The tree is in pain. I hurt for it. For its branches. Each time.

I am in front of the television. I devour the images of this movie. My mother, Slima, is working. I hear her. In the next room.

I don’t know the name of this tree that just fell. What kind it is.

It is alone now. You realize it visually. Our tree is lying down, it is dying. Around it there are other trees. They look like it. Truth is, not exactly. They all have the same mother, probably. Not the same father. The father, anyway, doesn’t count. Brothers? So many brothers? Sisters? So many sisters? Nephews? Nieces? Who knows. But you can see that all of the trees on the screen are the same age, the same green in the branches, the same ocher all along the body, as our tree on the ground. It’s obvious. It’s meant to be obvious. This separation and this resemblance.

A tree was just cut from the earth. And the sky. Its fall caused a trembling of signs and stars. It is invisible. We imagine it. And it is very true.
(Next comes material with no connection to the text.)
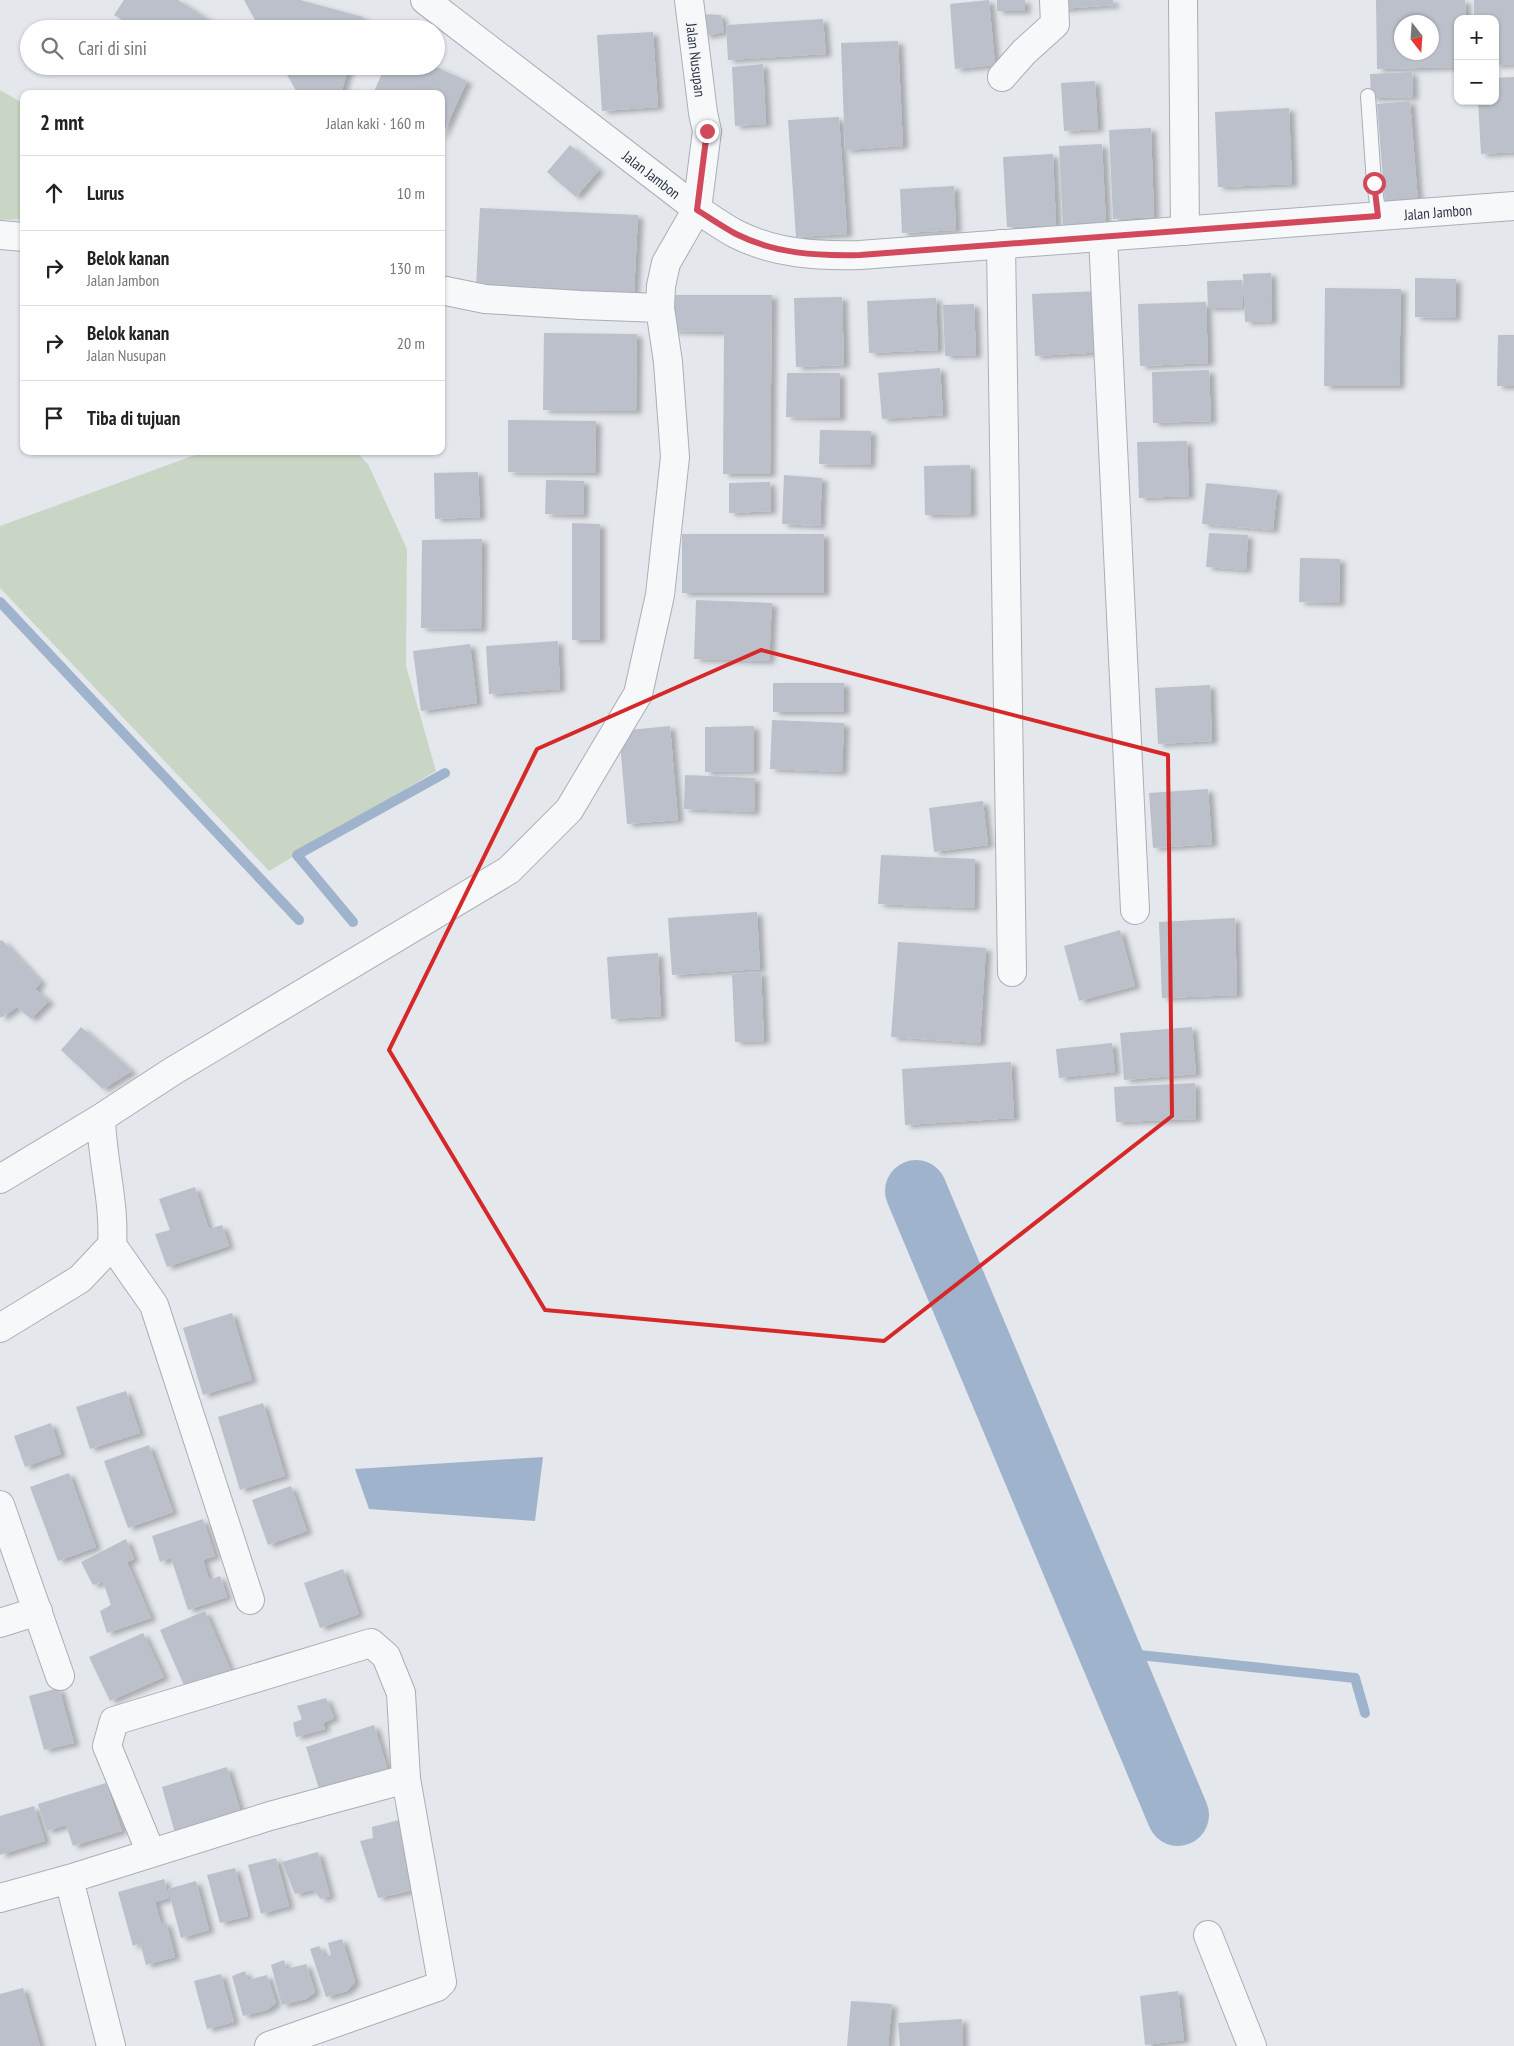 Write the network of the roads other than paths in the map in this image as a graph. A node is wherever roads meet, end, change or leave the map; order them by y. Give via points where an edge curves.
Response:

We’re not going to mourn this tree? Why? What’s the point of this murder? And what will become of the roots in the earth? Will they give life to another tree? Will they dare to betray our tree whose body is still warm, not completely dead?

And the man, this cruel man, what does he do?

He saw the same thing as us, as me. He missed nothing of this scene, this decline. He got off on the spectacle of his own cruelty. An ax in his hand, he recorded everything. He stayed calm. Neutral. He said nothing, expressed nothing.

He’s tall, the man.

He’s wearing jeans, a shirt, a belt, cowboy boots.

He’s a cowboy.

We’re sad.

He’s not sad.

It’s strange; he steps away. He doesn’t look at the tree. He doesn’t touch it. He leaves. Just like that. He picks himself up. He keeps the ax. He leaves the frame.

It’s cruel.

It’s frightening.

We don’t understand the man. We judge him. I judge him. Mercilessly.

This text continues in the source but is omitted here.